#helm (2020-09)

I don’t believe we’ve been bit by this so why do you need to use this lookup function?

xyproblem :-)

@Erik Osterman (Cloud Posse) I believe you use Chamber + Helmfile heavily so you may be getting around this issue via Env Vars. But here is the issue I was trying to suss out:

{{- define "oc-lib.ingressAnnotations" -}}
kubernetes.io/ingress.class: alb
alb.ingress.kubernetes.io/scheme: internet-facing
alb.ingress.kubernetes.io/tags: {{ printf "Environment=%s,Customer=%s,Namespace=%s,ManagedByTerraform=false,ManagedByK8s=true" .Values.environment .Values.customer "oc" }}
alb.ingress.kubernetes.io/listen-ports: '[{"HTTPS":443}]'
alb.ingress.kubernetes.io/certificate-arn: {{ (lookup "v1" "ConfigMap" "oc-app" "oc-config").data.certificate_arn }}
{{ toYaml .Values.ingress.annotations }}
{{- end -}}

I’m populating each environment’s certificate ARN into a config map via Terraform. Then my goal is to use it in Helm/K8s to allow ALB-ingress to associate the correct Cert.

We use this pattern in a few spots so that Terraform drives more of the cluster’s configuration and Helm / bootstrap templates are agnostic and we don’t need to hardcode these types of values.

What I ended up doing to get around this limitation was to provide a default value for local –dry-run / helm template usage:

{{- define "oc-lib.ingressAnnotations" -}}
{{- $certArnDefault := (dict "data" (dict "certificate_arn" "DEFAULT_VALUE")) -}}
kubernetes.io/ingress.class: alb
alb.ingress.kubernetes.io/scheme: internet-facing
alb.ingress.kubernetes.io/tags: {{ printf "Environment=%s,Customer=%s,Stage=%s,Namespace=%s,ManagedByTerraform=false,ManagedByK8s=true" .Values.environment .Values.customer .Values.customer "oc" }}
alb.ingress.kubernetes.io/listen-ports: '[{"HTTPS":443}]'
alb.ingress.kubernetes.io/certificate-arn: {{ (coalesce (lookup "v1" "ConfigMap" "oc-app" "oc-config") $certArnDefault ).data.certificate_arn }}
{{ toYaml .Values.ingress.annotations }}
{{- end -}}

That did the trick.

If I understand CP’s view and usage of Helm, you’d store this type of upstream configuration in SSM PStore, use chamber to pull it out at time of invoking Helmfile, and then include the certificate_arn env var to create that Annotation’s value. Which I would probably prefer if building entirely from scratch since the Chamber pattern can be used elsewhere extensively.

Sadly, my client already decided to use Flux / Helm Operator which does the trick but is not as flexible to roll in Chamber.

(so we’re currently using chamber less and less because helmfile natively supports SSM)
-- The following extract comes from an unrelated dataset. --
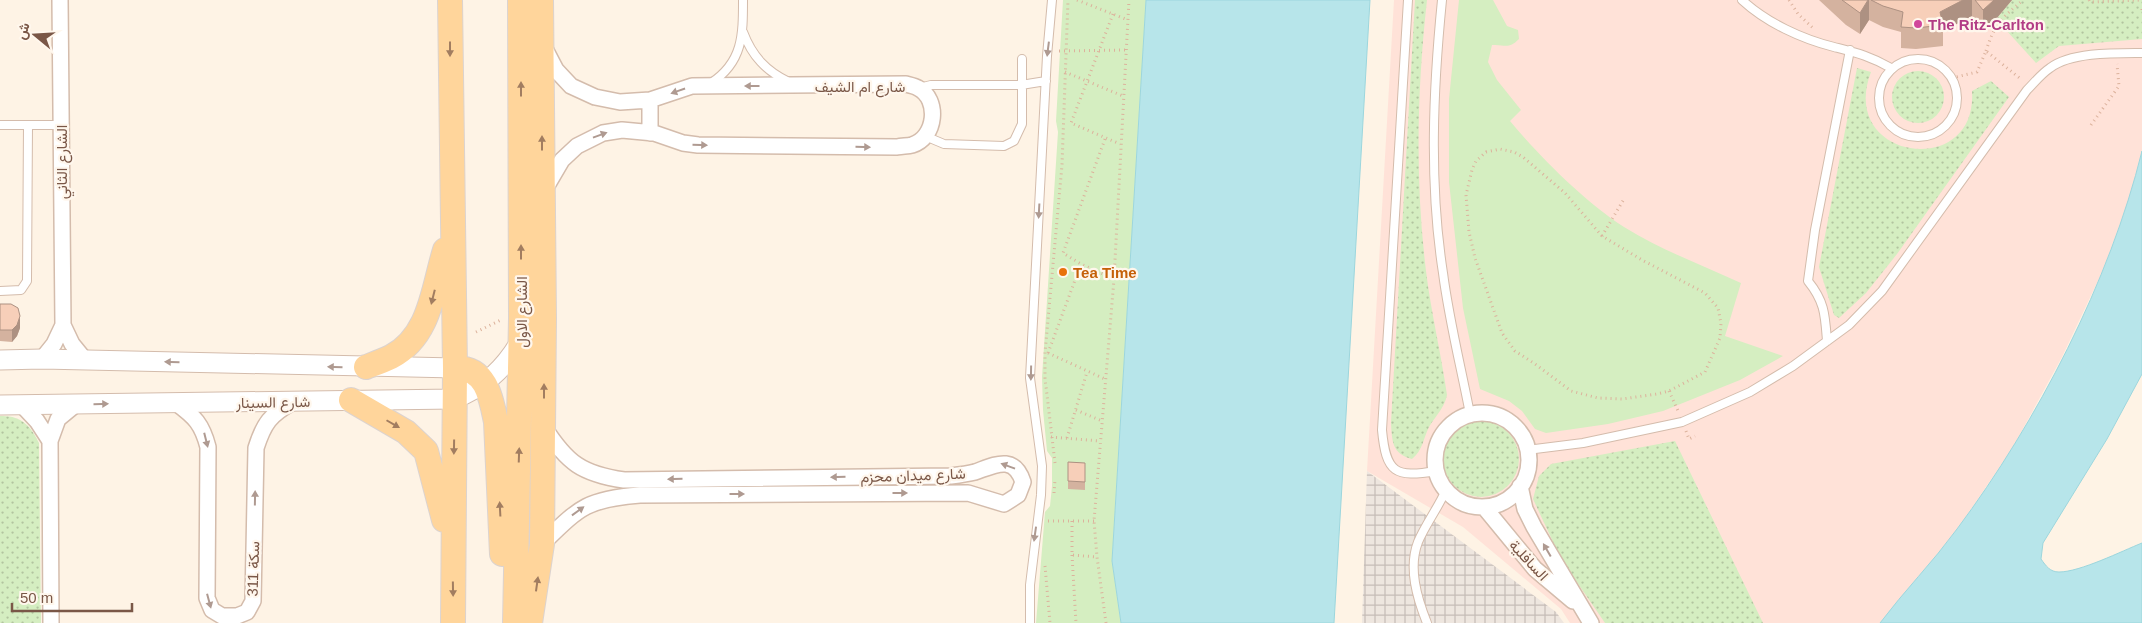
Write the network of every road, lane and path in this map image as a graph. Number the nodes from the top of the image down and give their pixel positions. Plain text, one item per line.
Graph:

e.g. in helmfile, we can now do:

{{- $pgpassword := urlquery (fetchSecretValue "<ref+awsssm://aurora_postgres/primary_aurora_postgres_master_password>") }}

or for an arn, they are very deterministic, so we do:

    serviceAccount:
      annotations:
        eks.amazonaws.com/role-arn: {{ printf "arn:aws:iam::%v:role/eg-gbl-%v-eks-myapp" .Values.account_number .Values.stage | quote }}

Aha well that is sweet. Surprised that Helmfile would natively support that, but very cool.

I could go the deterministic route, but AFAIR Cert Arns and similar do have unique IDs in them.. Will have to check that.

ya, @mumoshu integrated #helmfile with vals which is his swissarmy knife for pulling data out of all the most common types of data stores

https://github.com/variantdev/vals/

Hahah now that’s sweet. I like it.

And it seems that is very similar to what I was looking for over here: https://sweetops.slack.com/archives/CB6GHNLG0/p1599088270240500

I remembered the SSM + Chamber pattern after someone brought it up, and I’ve used that in the past, but if I wanted to be more cloud agnostic maybe I would want to go the vals route with the Terraform State backend.

ya, you were on the right track

Though… I like the PStore approach. Supports a more consistent mental model I think. “These configs are for downstream systems, they’re for this environment, and this service”. Instead of just the potentially ugly resource name path that gets created by Terraform. Using that path as a lookup in a CI / CD tool I’m sure will cause some others to scratch their heads.